(Collected data)
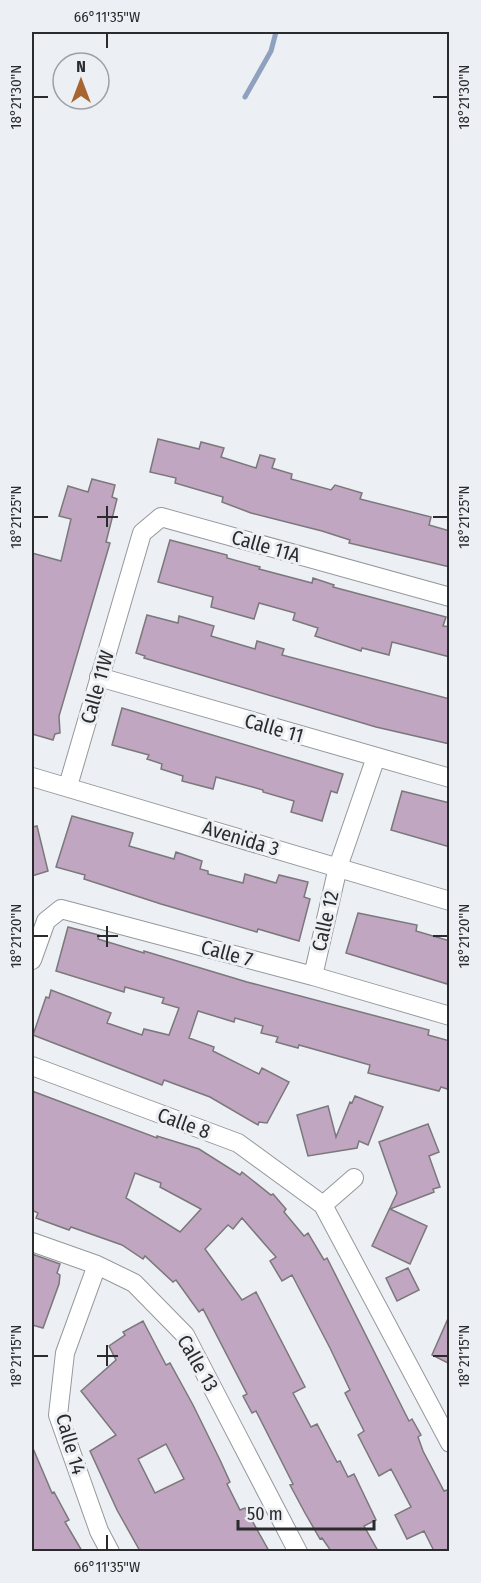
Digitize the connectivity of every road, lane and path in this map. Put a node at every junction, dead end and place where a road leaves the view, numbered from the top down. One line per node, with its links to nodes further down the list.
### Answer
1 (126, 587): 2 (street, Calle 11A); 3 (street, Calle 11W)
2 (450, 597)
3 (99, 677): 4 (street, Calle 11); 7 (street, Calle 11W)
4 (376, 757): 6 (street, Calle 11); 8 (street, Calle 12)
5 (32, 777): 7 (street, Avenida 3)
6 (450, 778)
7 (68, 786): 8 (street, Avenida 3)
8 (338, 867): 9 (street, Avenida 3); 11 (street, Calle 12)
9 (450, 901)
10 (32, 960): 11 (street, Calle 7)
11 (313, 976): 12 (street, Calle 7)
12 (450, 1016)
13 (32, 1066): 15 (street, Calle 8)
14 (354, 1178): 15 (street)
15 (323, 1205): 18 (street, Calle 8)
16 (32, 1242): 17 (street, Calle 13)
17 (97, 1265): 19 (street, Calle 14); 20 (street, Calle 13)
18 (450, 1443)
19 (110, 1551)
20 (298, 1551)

▸ **What you need to do**: Give back every record precisely as it stands, without the images.

▸ **Solution for this problem**:
Digitize the connectivity of every road, lane and path in this map. Put a node at every junction, dead end and place where a road leaves the view, numbered from the top down. One line per node, with its links to nodes further down the list.
### Answer
1 (126, 587): 2 (street, Calle 11A); 3 (street, Calle 11W)
2 (450, 597)
3 (99, 677): 4 (street, Calle 11); 7 (street, Calle 11W)
4 (376, 757): 6 (street, Calle 11); 8 (street, Calle 12)
5 (32, 777): 7 (street, Avenida 3)
6 (450, 778)
7 (68, 786): 8 (street, Avenida 3)
8 (338, 867): 9 (street, Avenida 3); 11 (street, Calle 12)
9 (450, 901)
10 (32, 960): 11 (street, Calle 7)
11 (313, 976): 12 (street, Calle 7)
12 (450, 1016)
13 (32, 1066): 15 (street, Calle 8)
14 (354, 1178): 15 (street)
15 (323, 1205): 18 (street, Calle 8)
16 (32, 1242): 17 (street, Calle 13)
17 (97, 1265): 19 (street, Calle 14); 20 (street, Calle 13)
18 (450, 1443)
19 (110, 1551)
20 (298, 1551)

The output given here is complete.